Incident Management Simulation Day with the SRE and Monitor:Health teams
The Monitor: Health team owns Category:Alert Management (
planned) and Category:Incident Management (
viable). Internal customers for these categories include members of the SRE team. As we work to mature these categories into products that will be loved in market, one of the first steps we will need to take is building something that our internal customers can dogfood.
Alert Management and Incident Management involve highly critical workflows that must be highly reliable for. In other words, before the SRE team can begin using GitLab to triage alert and respond to Incidents, we need to build add more important functionality and demonstrate that GitLab can be used reliably.

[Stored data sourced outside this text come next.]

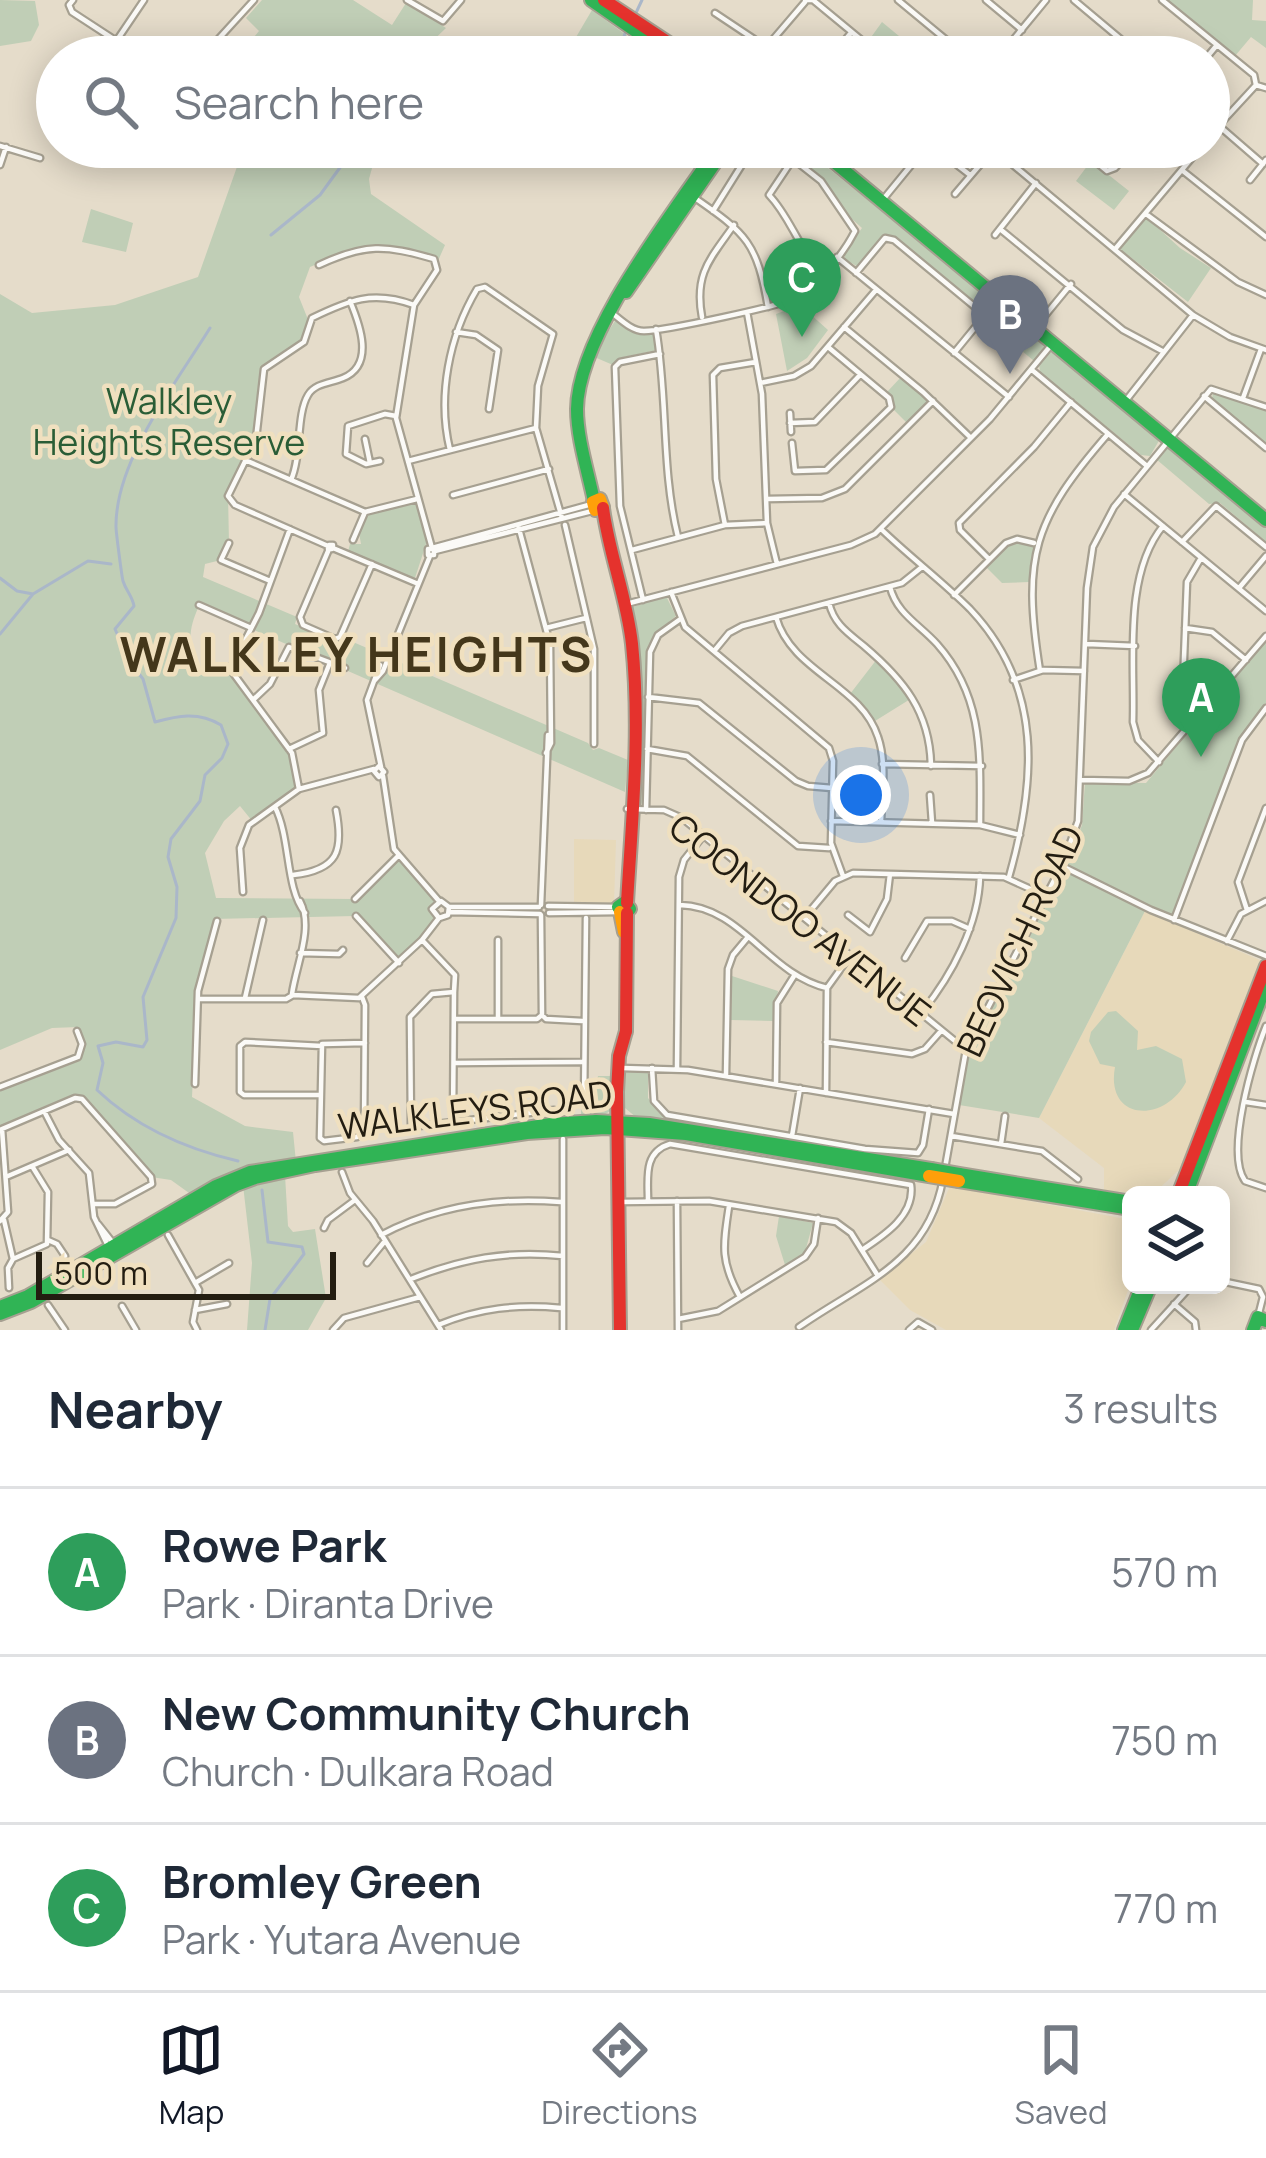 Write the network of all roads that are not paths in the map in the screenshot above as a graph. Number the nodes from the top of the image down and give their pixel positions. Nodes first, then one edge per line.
1 (144, 0) edge
2 (254, 0) edge
3 (407, 0) edge
4 (461, 0) edge
5 (808, 0) edge
6 (898, 0) edge
7 (986, 0) edge
8 (1046, 0) edge
9 (1074, 0) edge
10 (1162, 0) edge
11 (596, 1) edge
12 (71, 3) edge
13 (617, 8) edge
14 (715, 13) dead end
15 (630, 23) junction
16 (1022, 30) junction
17 (851, 32) junction
18 (109, 36) edge
19 (120, 36) edge
20 (221, 36) edge
21 (646, 36) edge
22 (653, 36) edge
23 (750, 36) edge
24 (776, 36) edge
25 (848, 36) edge
26 (856, 36) edge
27 (942, 36) edge
28 (1017, 36) edge
29 (1117, 36) edge
30 (1206, 36) edge
31 (1230, 56) edge
32 (1256, 85) junction
33 (1266, 88) edge
34 (1230, 112) edge
35 (1230, 136) edge
36 (3, 147) edge
37 (36, 157) edge
38 (1264, 162) edge
39 (0, 165) edge
40 (708, 168) edge
41 (740, 168) edge
42 (785, 168) edge
43 (807, 168) edge
44 (839, 168) edge
45 (908, 168) edge
46 (959, 168) edge
47 (978, 168) edge
48 (1016, 168) edge
49 (1186, 168) edge
50 (1184, 171) junction
51 (970, 176) junction
52 (1250, 181) dead end
53 (1036, 184) junction
54 (955, 194) dead end
55 (690, 195) junction
56 (880, 202) junction
57 (713, 211) junction
58 (1145, 214) junction
59 (734, 225) junction
60 (1266, 237) edge
61 (1115, 248) junction
62 (837, 256) junction
63 (319, 265) dead end
64 (823, 272) junction
65 (856, 273) junction
66 (1071, 284) junction
67 (876, 290) junction
68 (1266, 295) edge
69 (350, 301) junction
70 (413, 305) junction
71 (768, 307) junction
72 (747, 311) junction
73 (612, 314) junction
74 (1193, 315) junction
75 (702, 320) junction
76 (844, 327) junction
77 (656, 329) junction
78 (1034, 329) junction
79 (456, 332) junction
80 (1052, 344) junction
81 (828, 347) junction
82 (1264, 349) edge
83 (1164, 352) junction
84 (954, 353) junction
85 (661, 354) junction
86 (756, 362) junction
87 (1031, 370) junction
88 (860, 374) junction
89 (760, 382) junction
90 (1204, 396) junction
91 (1009, 397) junction
92 (1243, 398) junction
93 (933, 401) junction
94 (1071, 403) junction
95 (1124, 403) junction
96 (1266, 407) edge
97 (489, 409) dead end
98 (790, 413) dead end
99 (396, 416) junction
100 (790, 423) junction
101 (536, 428) junction
102 (790, 432) dead end
103 (1108, 434) junction
104 (365, 439) dead end
105 (971, 439) junction
106 (1169, 440) junction
107 (790, 448) dead end
108 (1266, 448) edge
109 (450, 450) junction
110 (244, 460) junction
111 (380, 461) dead end
112 (406, 461) junction
113 (370, 463) junction
114 (1148, 466) junction
115 (549, 469) junction
116 (794, 471) junction
117 (788, 478) dead end
118 (291, 480) junction
119 (1124, 494) junction
120 (453, 495) dead end
121 (417, 499) junction
122 (766, 499) junction
123 (597, 505) junction
124 (365, 512) junction
125 (562, 519) junction
126 (1266, 520) edge
127 (767, 523) junction
128 (725, 525) junction
129 (1163, 526) junction
130 (519, 527) junction
131 (290, 529) junction
132 (881, 529) junction
133 (678, 537) junction
134 (353, 540) dead end
135 (1182, 542) junction
136 (229, 543) dead end
137 (1036, 543) junction
138 (1266, 547) edge
139 (330, 548) junction
140 (430, 549) junction
141 (631, 550) junction
142 (1266, 556) edge
143 (1201, 558) junction
144 (989, 559) junction
145 (372, 564) junction
146 (777, 564) junction
147 (922, 568) junction
148 (268, 580) junction
149 (416, 583) junction
150 (890, 587) junction
151 (1239, 589) junction
152 (671, 592) junction
153 (954, 595) junction
154 (644, 600) junction
155 (829, 603) junction
156 (626, 604) junction
157 (199, 605) dead end
158 (1266, 611) edge
159 (776, 617) junction
160 (586, 618) junction
161 (680, 620) junction
162 (250, 626) junction
163 (546, 628) junction
164 (1185, 628) junction
165 (1266, 636) edge
166 (1085, 644) junction
167 (1135, 646) junction
168 (715, 650) junction
169 (1246, 660) junction
170 (330, 664) junction
171 (345, 668) dead end
172 (1040, 671) junction
173 (1084, 671) junction
174 (1013, 680) junction
175 (648, 697) junction
176 (253, 700) junction
177 (1266, 707) edge
178 (1200, 715) junction
179 (1258, 717) junction
180 (1266, 725) edge
181 (323, 733) junction
182 (335, 733) dead end
183 (594, 744) dead end
184 (289, 748) junction
185 (646, 749) junction
186 (1160, 762) junction
187 (882, 764) junction
188 (932, 766) junction
189 (982, 766) junction
190 (377, 772) junction
191 (1081, 780) junction
192 (832, 788) junction
193 (299, 789) junction
194 (930, 795) dead end
195 (275, 807) junction
196 (1266, 808) edge
197 (635, 809) junction
198 (336, 810) dead end
199 (832, 820) junction
200 (881, 822) junction
201 (932, 824) junction
202 (980, 825) junction
203 (704, 835) junction
204 (1020, 835) junction
205 (832, 847) junction
206 (399, 855) junction
207 (1062, 866) junction
208 (890, 874) junction
209 (292, 875) junction
210 (843, 876) junction
211 (980, 876) junction
212 (1009, 878) junction
213 (243, 892) dead end
214 (1046, 896) junction
215 (355, 899) dead end
216 (1266, 901) edge
217 (437, 903) junction
218 (679, 904) junction
219 (449, 909) junction
220 (620, 909) junction
221 (544, 910) junction
222 (1247, 910) junction
223 (848, 915) dead end
224 (356, 916) dead end
225 (437, 917) junction
226 (805, 917) junction
227 (586, 918) dead end
228 (263, 920) dead end
229 (1174, 920) junction
230 (217, 921) dead end
231 (970, 928) junction
232 (586, 933) junction
233 (595, 933) dead end
234 (748, 937) junction
235 (422, 940) junction
236 (498, 940) dead end
237 (1227, 941) junction
238 (343, 950) dead end
239 (300, 953) junction
240 (850, 955) junction
241 (1266, 956) edge
242 (905, 958) dead end
243 (399, 963) junction
244 (1266, 966) edge
245 (628, 973) junction
246 (794, 976) junction
247 (1266, 986) edge
248 (827, 988) junction
249 (454, 992) junction
250 (292, 995) junction
251 (362, 997) junction
252 (245, 998) junction
253 (198, 999) junction
254 (921, 1014) junction
255 (542, 1015) junction
256 (454, 1019) junction
257 (498, 1019) junction
258 (582, 1021) junction
259 (1266, 1027) edge
260 (941, 1030) junction
261 (626, 1031) junction
262 (81, 1034) dead end
263 (826, 1042) junction
264 (365, 1043) junction
265 (322, 1046) junction
266 (966, 1050) junction
267 (1256, 1052) junction
268 (1266, 1054) edge
269 (583, 1062) junction
270 (456, 1063) junction
271 (622, 1068) junction
272 (652, 1068) junction
273 (677, 1069) junction
274 (727, 1076) junction
275 (585, 1077) junction
276 (594, 1077) dead end
277 (195, 1084) dead end
278 (776, 1084) junction
279 (0, 1088) edge
280 (800, 1088) junction
281 (826, 1093) junction
282 (320, 1095) junction
283 (530, 1102) dead end
284 (1246, 1102) junction
285 (584, 1104) dead end
286 (1266, 1105) edge
287 (928, 1109) junction
288 (554, 1110) dead end
289 (44, 1112) junction
290 (530, 1112) junction
291 (954, 1114) junction
292 (1005, 1116) dead end
293 (453, 1122) junction
294 (620, 1125) junction
295 (1, 1128) edge
296 (951, 1136) junction
297 (792, 1137) junction
298 (562, 1139) dead end
299 (1001, 1144) junction
300 (69, 1150) junction
301 (32, 1166) junction
302 (342, 1172) dead end
303 (6, 1177) junction
304 (1078, 1178) dead end
305 (1182, 1186) edge
306 (1183, 1186) edge
307 (1266, 1188) edge
308 (619, 1198) junction
309 (355, 1200) junction
310 (648, 1201) junction
311 (677, 1201) junction
312 (563, 1203) junction
313 (93, 1204) junction
314 (730, 1204) junction
315 (1122, 1205) edge
316 (818, 1218) junction
317 (2, 1220) edge
318 (324, 1228) dead end
319 (168, 1235) dead end
320 (383, 1238) junction
321 (48, 1240) junction
322 (114, 1250) junction
323 (862, 1250) junction
324 (65, 1256) dead end
325 (563, 1256) junction
326 (13, 1259) junction
327 (229, 1263) dead end
328 (367, 1263) dead end
329 (878, 1276) junction
330 (409, 1280) junction
331 (195, 1282) junction
332 (1230, 1283) edge
333 (9, 1288) dead end
334 (1143, 1294) edge
335 (1183, 1294) edge
336 (420, 1297) junction
337 (740, 1298) junction
338 (227, 1304) dead end
339 (1174, 1304) junction
340 (48, 1305) dead end
341 (122, 1306) dead end
342 (563, 1309) junction
343 (195, 1310) junction
344 (0, 1311) edge
345 (678, 1319) junction
346 (1259, 1323) edge
347 (440, 1328) edge
348 (790, 1328) edge
349 (799, 1329) edge
350 (65, 1330) edge
351 (136, 1330) edge
352 (197, 1330) edge
353 (333, 1330) edge
354 (563, 1330) edge
355 (620, 1330) edge
356 (678, 1330) edge
357 (909, 1330) edge
358 (932, 1330) edge
359 (1128, 1330) edge
360 (1151, 1330) edge
361 (1196, 1330) edge

1 - 19 street
2 - 20 street
3 - 4 street
5 - 17 street
5 - 24 street
6 - 27 street
7 - 16 street
8 - 16 street
9 - 29 street
10 - 30 street
11 - 13 main road
12 - 18 street
13 - 15 main road
14 - 23 street
15 - 21 main road
15 - 22 main road
16 - 28 street
17 - 25 street
17 - 26 street
31 - 32 street
32 - 33 street
32 - 34 street
35 - 38 street
36 - 37 street
36 - 39 street
38 - 52 street
40 - 55 main road
41 - 57 street
42 - 64 street
43 - 62 street
44 - 56 main road
45 - 56 street
46 - 51 street
47 - 51 street
48 - 53 street
49 - 50 street
50 - 58 street
50 - 60 street
51 - 54 street
53 - 61 street
53 - 66 street
55 - 57 street
55 - 73 main road
56 - 78 main road
57 - 59 street
58 - 61 street
58 - 68 street
59 - 71 street
59 - 75 street
61 - 74 street
62 - 64 street
62 - 65 street
63 - 70 street
64 - 71 street
65 - 67 street
65 - 84 street
66 - 78 street
66 - 83 street
67 - 76 street
67 - 84 street
69 - 70 street
69 - 110 street
69 - 118 street
70 - 99 street
71 - 72 street
72 - 75 street
72 - 86 street
73 - 77 street
73 - 123 main road
74 - 82 street
74 - 83 street
75 - 77 street
76 - 81 street
76 - 93 street
77 - 85 street
78 - 80 main road
79 - 97 street
79 - 101 street
79 - 109 street
80 - 87 street
80 - 95 main road
81 - 88 street
81 - 89 street
82 - 92 street
83 - 95 street
84 - 91 street
85 - 133 street
85 - 141 street
86 - 89 street
86 - 128 street
87 - 91 street
87 - 94 street
88 - 100 street
88 - 116 street
89 - 122 street
90 - 92 street
90 - 106 street, BEOVICH ROAD
90 - 108 street
91 - 105 street
92 - 96 street
93 - 105 street
93 - 122 street
94 - 103 street
94 - 144 street
95 - 106 main road
98 - 100 street
99 - 112 street
99 - 113 street
100 - 102 street
101 - 109 street
101 - 115 street
103 - 114 street
103 - 137 street
104 - 113 street
105 - 132 street
106 - 114 street, BEOVICH ROAD
106 - 126 main road
107 - 116 street
109 - 112 street
110 - 118 street
110 - 131 street
111 - 113 street
112 - 121 street
114 - 119 street, BEOVICH ROAD
115 - 120 street
115 - 125 street
116 - 117 street
118 - 124 street
119 - 129 street
119 - 166 street, BEOVICH ROAD
121 - 124 street
121 - 140 street
122 - 127 street
123 - 125 street
123 - 156 main road
124 - 134 street
125 - 130 street
125 - 160 street
127 - 128 street
127 - 146 street
128 - 133 street
129 - 135 street
129 - 167 street
130 - 140 street
130 - 163 street
131 - 139 street
131 - 148 street
132 - 146 street
132 - 147 street
133 - 141 street
135 - 138 street
135 - 143 street
136 - 148 street
137 - 144 street
137 - 172 street
139 - 145 street
139 - 145 street
140 - 149 street
141 - 154 street
142 - 151 street
143 - 151 street
143 - 164 street
144 - 153 street
145 - 149 street
146 - 152 street
147 - 150 street
147 - 153 street
148 - 162 street
149 - 190 street
150 - 155 street
150 - 189 street
151 - 158 street
152 - 154 street
152 - 161 street
153 - 174 street
154 - 156 street
155 - 159 street
155 - 188 street
156 - 197 main road
157 - 162 street
159 - 168 street
159 - 187 street
160 - 163 street
160 - 183 street
161 - 168 street
161 - 175 street
162 - 176 street
163 - 221 street
164 - 169 street
164 - 178 street
165 - 169 street
166 - 167 street
166 - 173 street, BEOVICH ROAD
167 - 186 street
168 - 192 street
169 - 178 street
170 - 171 street
170 - 176 street
170 - 181 street
172 - 173 street
172 - 174 street
173 - 191 street, BEOVICH ROAD
174 - 204 street
175 - 185 street
175 - 192 street
176 - 184 street
177 - 179 street
178 - 186 street
179 - 180 street
179 - 229 street
181 - 182 street
181 - 184 street
184 - 193 street
185 - 197 street
185 - 205 street
186 - 191 street
187 - 188 street
187 - 200 street
188 - 189 street
189 - 202 street
190 - 193 street
190 - 206 street
191 - 207 street, BEOVICH ROAD
192 - 199 street
193 - 195 street
194 - 201 street
195 - 209 street
195 - 213 street
196 - 222 street
197 - 203 street, COONDOO AVENUE
197 - 220 main road
198 - 209 street
199 - 200 street
199 - 205 street
200 - 201 street
201 - 202 street
202 - 204 street
203 - 218 street
203 - 226 street, COONDOO AVENUE
204 - 212 street
205 - 210 street
206 - 215 street
206 - 217 street
207 - 214 street, BEOVICH ROAD
207 - 229 street
208 - 210 street
208 - 211 street
208 - 223 street
209 - 239 street
210 - 226 street
211 - 212 street
211 - 231 street
212 - 214 street
214 - 266 street, BEOVICH ROAD
216 - 222 street
217 - 219 street
217 - 225 street
218 - 234 street
218 - 273 street
219 - 221 street
219 - 225 street
220 - 221 street
220 - 245 main road
220 - 245 main road
221 - 255 street
222 - 237 street
224 - 243 street
225 - 235 street
226 - 240 street, COONDOO AVENUE
227 - 232 street
228 - 252 street
229 - 237 street
230 - 253 street
231 - 242 street
231 - 254 street
232 - 233 street
232 - 258 street
234 - 246 street
234 - 274 street
235 - 243 street
235 - 249 street
236 - 257 street
237 - 241 street
238 - 239 street
239 - 250 street
240 - 248 street
240 - 254 street, COONDOO AVENUE
243 - 251 street
244 - 305 main road
245 - 261 main road
246 - 248 street
246 - 278 street
247 - 306 main road
248 - 263 street
249 - 256 street
249 - 293 street
250 - 251 street
250 - 252 street
251 - 264 street
252 - 253 street
253 - 277 street
254 - 260 street, COONDOO AVENUE
255 - 257 street
255 - 258 street
256 - 257 street
256 - 270 street
258 - 269 street
259 - 267 street
260 - 263 street
260 - 266 street, COONDOO AVENUE
261 - 271 main road
261 - 294 main road
262 - 279 street
263 - 281 street
264 - 265 street
264 - 282 street
265 - 282 street
265 - 282 street
266 - 291 street, BEOVICH ROAD
267 - 268 street
267 - 284 street
269 - 270 street
269 - 275 street
270 - 293 street
271 - 272 street
271 - 294 main road
272 - 273 street
272 - 297 street
273 - 274 street
274 - 278 street
275 - 276 street
275 - 285 street
278 - 280 street
280 - 281 street
280 - 297 street
281 - 287 street
283 - 290 street
284 - 286 street
284 - 307 street
287 - 291 street
287 - 297 street
288 - 290 street
289 - 295 street
289 - 300 street
289 - 313 street
290 - 293 street
291 - 296 street, BEOVICH ROAD
292 - 299 street
294 - 308 main road
294 - 315 main road, WALKLEYS ROAD, bridge
294 - 322 main road, WALKLEYS ROAD
295 - 303 street
296 - 299 street
296 - 329 street, BEOVICH ROAD
298 - 312 street
299 - 304 street
300 - 301 street
300 - 313 street
301 - 303 street
301 - 321 street
302 - 309 street
303 - 317 street
308 - 310 street
308 - 355 main road
309 - 318 street
309 - 320 street
310 - 311 street
310 - 323 street
311 - 314 street
311 - 345 street
312 - 320 street
312 - 325 street
313 - 322 street
314 - 316 street
314 - 337 street
316 - 323 street
316 - 337 street
317 - 326 street
319 - 331 street
320 - 328 street
320 - 330 street
321 - 324 street
321 - 326 street
322 - 344 main road, WALKLEYS ROAD
323 - 329 street
325 - 330 street
325 - 342 street
326 - 333 street
327 - 331 street
329 - 349 street, BEOVICH ROAD
330 - 336 street
331 - 343 street
332 - 346 street
334 - 359 main road
335 - 339 street
336 - 347 street
336 - 353 street
337 - 345 street
338 - 343 street
339 - 360 street
339 - 361 street
340 - 350 street
341 - 351 street
342 - 347 street
342 - 354 street
343 - 352 street
345 - 356 street
348 - 349 street
357 - 358 street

As we continue to develop product in these categories aimed at enabling the SRE team to dogfood the product, we will be running Simulation Days (also called Game Days).
The purpose of this issue is to design and plan the first Simulation Day for the Monitor:Health team and the SRE team to use GitLab for alert and incident management.
Host one simulation day in FY21Q2.
- @sarahwaldner - Sr. PM for Monitor: Health
- @sgoldstein - Director of Engineering for Ops
- @brentnewton - Director of Infrastructure, Reliability
- @ClemMakesApps - Frontend Engineering Manager for Monitor:Health
- @crystalpoole - Backend Engineering Manager for Monitor:Health
Plan & To-dos
- Complete synchronous brain-storming session with stakeholders to kick-off planning. Capture notes and link to this issue
- Identify end-to-end workflow we will be testing in the first game day. Create visual in MURAL and link to this issue.
- Identify critical functionality required for the initial end-to-end workflow. Document list of features and link to this issue.